Directions:
A faithful retyping of every entry below is wanted, with images left out.

Stored data entries

+++++

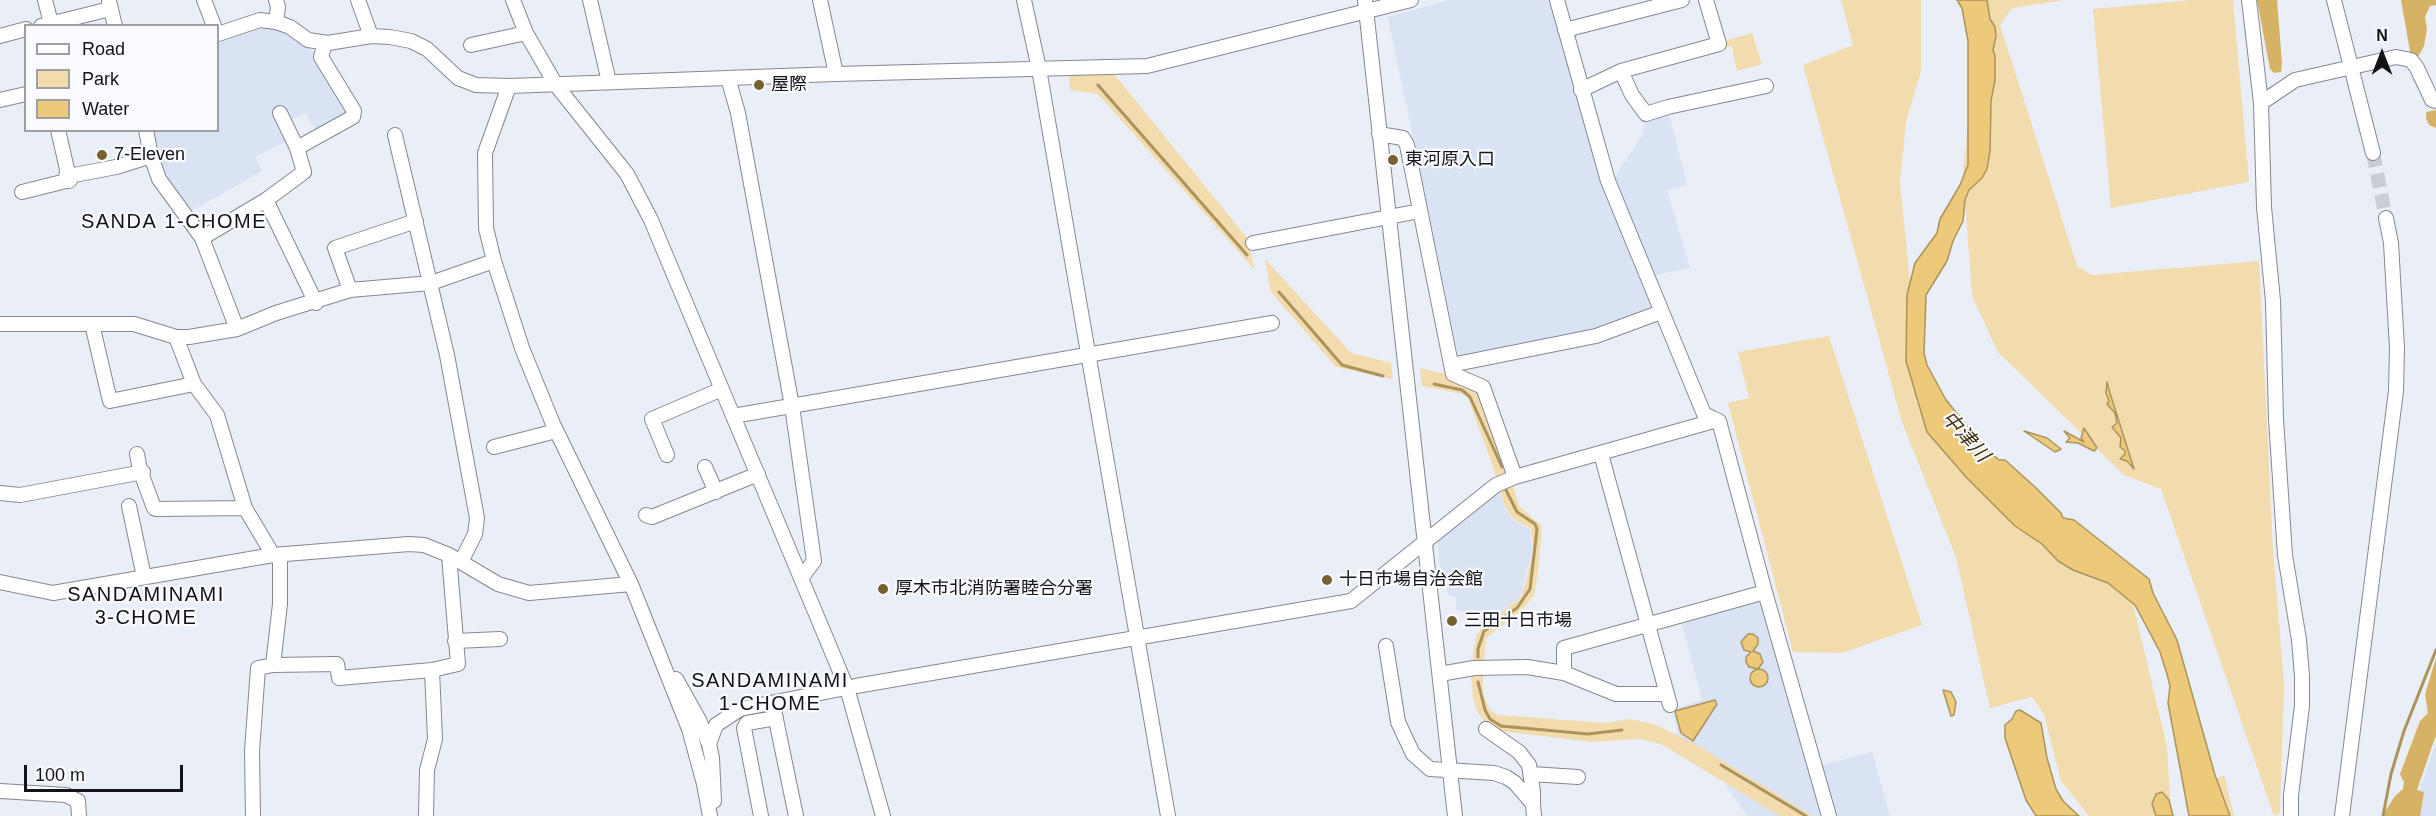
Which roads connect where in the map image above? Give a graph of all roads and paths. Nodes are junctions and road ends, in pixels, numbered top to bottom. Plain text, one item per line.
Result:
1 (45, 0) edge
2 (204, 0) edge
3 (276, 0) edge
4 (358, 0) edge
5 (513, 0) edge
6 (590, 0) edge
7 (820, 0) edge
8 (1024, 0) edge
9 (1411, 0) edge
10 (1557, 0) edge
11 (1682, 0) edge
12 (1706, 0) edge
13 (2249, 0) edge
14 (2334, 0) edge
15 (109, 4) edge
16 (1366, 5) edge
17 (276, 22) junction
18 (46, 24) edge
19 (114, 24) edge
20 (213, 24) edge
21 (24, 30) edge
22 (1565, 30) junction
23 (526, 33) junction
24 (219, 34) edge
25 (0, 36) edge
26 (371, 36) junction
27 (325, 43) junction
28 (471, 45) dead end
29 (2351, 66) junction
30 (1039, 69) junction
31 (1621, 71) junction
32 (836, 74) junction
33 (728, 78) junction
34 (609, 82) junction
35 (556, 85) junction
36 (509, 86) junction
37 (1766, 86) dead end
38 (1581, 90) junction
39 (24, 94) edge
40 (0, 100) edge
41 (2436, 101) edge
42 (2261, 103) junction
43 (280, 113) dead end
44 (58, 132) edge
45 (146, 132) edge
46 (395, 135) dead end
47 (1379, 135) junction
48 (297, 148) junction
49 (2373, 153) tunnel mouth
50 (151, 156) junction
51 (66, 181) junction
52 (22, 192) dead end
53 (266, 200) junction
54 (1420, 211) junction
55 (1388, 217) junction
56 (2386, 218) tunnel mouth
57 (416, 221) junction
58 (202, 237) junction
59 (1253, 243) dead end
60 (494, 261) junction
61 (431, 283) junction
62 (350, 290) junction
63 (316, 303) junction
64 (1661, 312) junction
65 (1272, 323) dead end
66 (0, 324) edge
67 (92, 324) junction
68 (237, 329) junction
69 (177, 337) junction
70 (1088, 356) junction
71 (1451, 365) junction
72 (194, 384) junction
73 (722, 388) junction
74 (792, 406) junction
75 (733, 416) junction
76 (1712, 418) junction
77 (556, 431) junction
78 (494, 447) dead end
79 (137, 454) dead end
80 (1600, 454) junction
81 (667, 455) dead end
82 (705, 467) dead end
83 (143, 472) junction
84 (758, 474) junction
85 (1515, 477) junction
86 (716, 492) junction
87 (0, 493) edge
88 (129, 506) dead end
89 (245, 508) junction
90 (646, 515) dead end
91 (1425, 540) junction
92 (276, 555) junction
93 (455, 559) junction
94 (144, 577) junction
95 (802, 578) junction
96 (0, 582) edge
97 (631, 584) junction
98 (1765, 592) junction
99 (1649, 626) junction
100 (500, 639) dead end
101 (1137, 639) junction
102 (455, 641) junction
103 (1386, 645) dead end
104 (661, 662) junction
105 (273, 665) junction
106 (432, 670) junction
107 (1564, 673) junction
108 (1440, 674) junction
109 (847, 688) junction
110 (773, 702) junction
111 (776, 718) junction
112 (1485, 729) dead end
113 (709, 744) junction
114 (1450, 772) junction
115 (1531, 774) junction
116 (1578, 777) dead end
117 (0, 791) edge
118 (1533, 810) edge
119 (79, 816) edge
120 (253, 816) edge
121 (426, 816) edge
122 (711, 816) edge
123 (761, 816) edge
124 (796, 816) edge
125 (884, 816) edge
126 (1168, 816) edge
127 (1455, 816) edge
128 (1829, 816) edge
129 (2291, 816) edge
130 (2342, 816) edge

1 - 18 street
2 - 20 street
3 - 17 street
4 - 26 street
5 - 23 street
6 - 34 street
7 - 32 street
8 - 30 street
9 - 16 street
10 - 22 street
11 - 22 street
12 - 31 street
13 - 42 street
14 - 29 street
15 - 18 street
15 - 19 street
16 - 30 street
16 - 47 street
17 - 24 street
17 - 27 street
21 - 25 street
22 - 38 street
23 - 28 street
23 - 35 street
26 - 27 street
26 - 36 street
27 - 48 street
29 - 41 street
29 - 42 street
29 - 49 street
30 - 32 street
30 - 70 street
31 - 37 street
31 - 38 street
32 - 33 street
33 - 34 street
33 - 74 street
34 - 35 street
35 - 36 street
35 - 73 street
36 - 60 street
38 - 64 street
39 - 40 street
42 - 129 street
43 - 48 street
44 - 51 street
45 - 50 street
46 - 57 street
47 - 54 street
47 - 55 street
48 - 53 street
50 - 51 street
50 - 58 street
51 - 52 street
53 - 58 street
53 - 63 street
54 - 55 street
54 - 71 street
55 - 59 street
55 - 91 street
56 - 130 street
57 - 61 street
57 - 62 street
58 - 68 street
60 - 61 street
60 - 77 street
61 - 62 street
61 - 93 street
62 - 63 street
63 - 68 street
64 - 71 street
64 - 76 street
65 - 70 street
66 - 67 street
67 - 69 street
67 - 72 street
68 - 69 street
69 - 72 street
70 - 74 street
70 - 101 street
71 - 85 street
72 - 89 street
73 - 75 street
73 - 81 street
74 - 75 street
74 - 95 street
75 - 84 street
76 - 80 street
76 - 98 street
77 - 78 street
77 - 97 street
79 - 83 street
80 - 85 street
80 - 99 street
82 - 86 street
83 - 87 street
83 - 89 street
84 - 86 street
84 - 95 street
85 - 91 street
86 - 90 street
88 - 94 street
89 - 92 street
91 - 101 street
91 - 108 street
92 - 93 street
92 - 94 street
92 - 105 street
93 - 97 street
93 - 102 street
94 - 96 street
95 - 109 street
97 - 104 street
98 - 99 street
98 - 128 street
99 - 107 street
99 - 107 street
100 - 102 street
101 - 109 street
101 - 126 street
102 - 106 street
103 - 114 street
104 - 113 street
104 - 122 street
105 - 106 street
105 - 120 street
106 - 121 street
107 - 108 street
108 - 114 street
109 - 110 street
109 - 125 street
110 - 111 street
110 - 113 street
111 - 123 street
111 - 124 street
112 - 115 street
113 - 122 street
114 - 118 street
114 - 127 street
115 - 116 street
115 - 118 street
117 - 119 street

+++++

Task output:
Which roads connect where in the map image above? Give a graph of all roads and paths. Nodes are junctions and road ends, in pixels, numbered top to bottom. Plain text, one item per line.
Result:
1 (45, 0) edge
2 (204, 0) edge
3 (276, 0) edge
4 (358, 0) edge
5 (513, 0) edge
6 (590, 0) edge
7 (820, 0) edge
8 (1024, 0) edge
9 (1411, 0) edge
10 (1557, 0) edge
11 (1682, 0) edge
12 (1706, 0) edge
13 (2249, 0) edge
14 (2334, 0) edge
15 (109, 4) edge
16 (1366, 5) edge
17 (276, 22) junction
18 (46, 24) edge
19 (114, 24) edge
20 (213, 24) edge
21 (24, 30) edge
22 (1565, 30) junction
23 (526, 33) junction
24 (219, 34) edge
25 (0, 36) edge
26 (371, 36) junction
27 (325, 43) junction
28 (471, 45) dead end
29 (2351, 66) junction
30 (1039, 69) junction
31 (1621, 71) junction
32 (836, 74) junction
33 (728, 78) junction
34 (609, 82) junction
35 (556, 85) junction
36 (509, 86) junction
37 (1766, 86) dead end
38 (1581, 90) junction
39 (24, 94) edge
40 (0, 100) edge
41 (2436, 101) edge
42 (2261, 103) junction
43 (280, 113) dead end
44 (58, 132) edge
45 (146, 132) edge
46 (395, 135) dead end
47 (1379, 135) junction
48 (297, 148) junction
49 (2373, 153) tunnel mouth
50 (151, 156) junction
51 (66, 181) junction
52 (22, 192) dead end
53 (266, 200) junction
54 (1420, 211) junction
55 (1388, 217) junction
56 (2386, 218) tunnel mouth
57 (416, 221) junction
58 (202, 237) junction
59 (1253, 243) dead end
60 (494, 261) junction
61 (431, 283) junction
62 (350, 290) junction
63 (316, 303) junction
64 (1661, 312) junction
65 (1272, 323) dead end
66 (0, 324) edge
67 (92, 324) junction
68 (237, 329) junction
69 (177, 337) junction
70 (1088, 356) junction
71 (1451, 365) junction
72 (194, 384) junction
73 (722, 388) junction
74 (792, 406) junction
75 (733, 416) junction
76 (1712, 418) junction
77 (556, 431) junction
78 (494, 447) dead end
79 (137, 454) dead end
80 (1600, 454) junction
81 (667, 455) dead end
82 (705, 467) dead end
83 (143, 472) junction
84 (758, 474) junction
85 (1515, 477) junction
86 (716, 492) junction
87 (0, 493) edge
88 (129, 506) dead end
89 (245, 508) junction
90 (646, 515) dead end
91 (1425, 540) junction
92 (276, 555) junction
93 (455, 559) junction
94 (144, 577) junction
95 (802, 578) junction
96 (0, 582) edge
97 (631, 584) junction
98 (1765, 592) junction
99 (1649, 626) junction
100 (500, 639) dead end
101 (1137, 639) junction
102 (455, 641) junction
103 (1386, 645) dead end
104 (661, 662) junction
105 (273, 665) junction
106 (432, 670) junction
107 (1564, 673) junction
108 (1440, 674) junction
109 (847, 688) junction
110 (773, 702) junction
111 (776, 718) junction
112 (1485, 729) dead end
113 (709, 744) junction
114 (1450, 772) junction
115 (1531, 774) junction
116 (1578, 777) dead end
117 (0, 791) edge
118 (1533, 810) edge
119 (79, 816) edge
120 (253, 816) edge
121 (426, 816) edge
122 (711, 816) edge
123 (761, 816) edge
124 (796, 816) edge
125 (884, 816) edge
126 (1168, 816) edge
127 (1455, 816) edge
128 (1829, 816) edge
129 (2291, 816) edge
130 (2342, 816) edge

1 - 18 street
2 - 20 street
3 - 17 street
4 - 26 street
5 - 23 street
6 - 34 street
7 - 32 street
8 - 30 street
9 - 16 street
10 - 22 street
11 - 22 street
12 - 31 street
13 - 42 street
14 - 29 street
15 - 18 street
15 - 19 street
16 - 30 street
16 - 47 street
17 - 24 street
17 - 27 street
21 - 25 street
22 - 38 street
23 - 28 street
23 - 35 street
26 - 27 street
26 - 36 street
27 - 48 street
29 - 41 street
29 - 42 street
29 - 49 street
30 - 32 street
30 - 70 street
31 - 37 street
31 - 38 street
32 - 33 street
33 - 34 street
33 - 74 street
34 - 35 street
35 - 36 street
35 - 73 street
36 - 60 street
38 - 64 street
39 - 40 street
42 - 129 street
43 - 48 street
44 - 51 street
45 - 50 street
46 - 57 street
47 - 54 street
47 - 55 street
48 - 53 street
50 - 51 street
50 - 58 street
51 - 52 street
53 - 58 street
53 - 63 street
54 - 55 street
54 - 71 street
55 - 59 street
55 - 91 street
56 - 130 street
57 - 61 street
57 - 62 street
58 - 68 street
60 - 61 street
60 - 77 street
61 - 62 street
61 - 93 street
62 - 63 street
63 - 68 street
64 - 71 street
64 - 76 street
65 - 70 street
66 - 67 street
67 - 69 street
67 - 72 street
68 - 69 street
69 - 72 street
70 - 74 street
70 - 101 street
71 - 85 street
72 - 89 street
73 - 75 street
73 - 81 street
74 - 75 street
74 - 95 street
75 - 84 street
76 - 80 street
76 - 98 street
77 - 78 street
77 - 97 street
79 - 83 street
80 - 85 street
80 - 99 street
82 - 86 street
83 - 87 street
83 - 89 street
84 - 86 street
84 - 95 street
85 - 91 street
86 - 90 street
88 - 94 street
89 - 92 street
91 - 101 street
91 - 108 street
92 - 93 street
92 - 94 street
92 - 105 street
93 - 97 street
93 - 102 street
94 - 96 street
95 - 109 street
97 - 104 street
98 - 99 street
98 - 128 street
99 - 107 street
99 - 107 street
100 - 102 street
101 - 109 street
101 - 126 street
102 - 106 street
103 - 114 street
104 - 113 street
104 - 122 street
105 - 106 street
105 - 120 street
106 - 121 street
107 - 108 street
108 - 114 street
109 - 110 street
109 - 125 street
110 - 111 street
110 - 113 street
111 - 123 street
111 - 124 street
112 - 115 street
113 - 122 street
114 - 118 street
114 - 127 street
115 - 116 street
115 - 118 street
117 - 119 street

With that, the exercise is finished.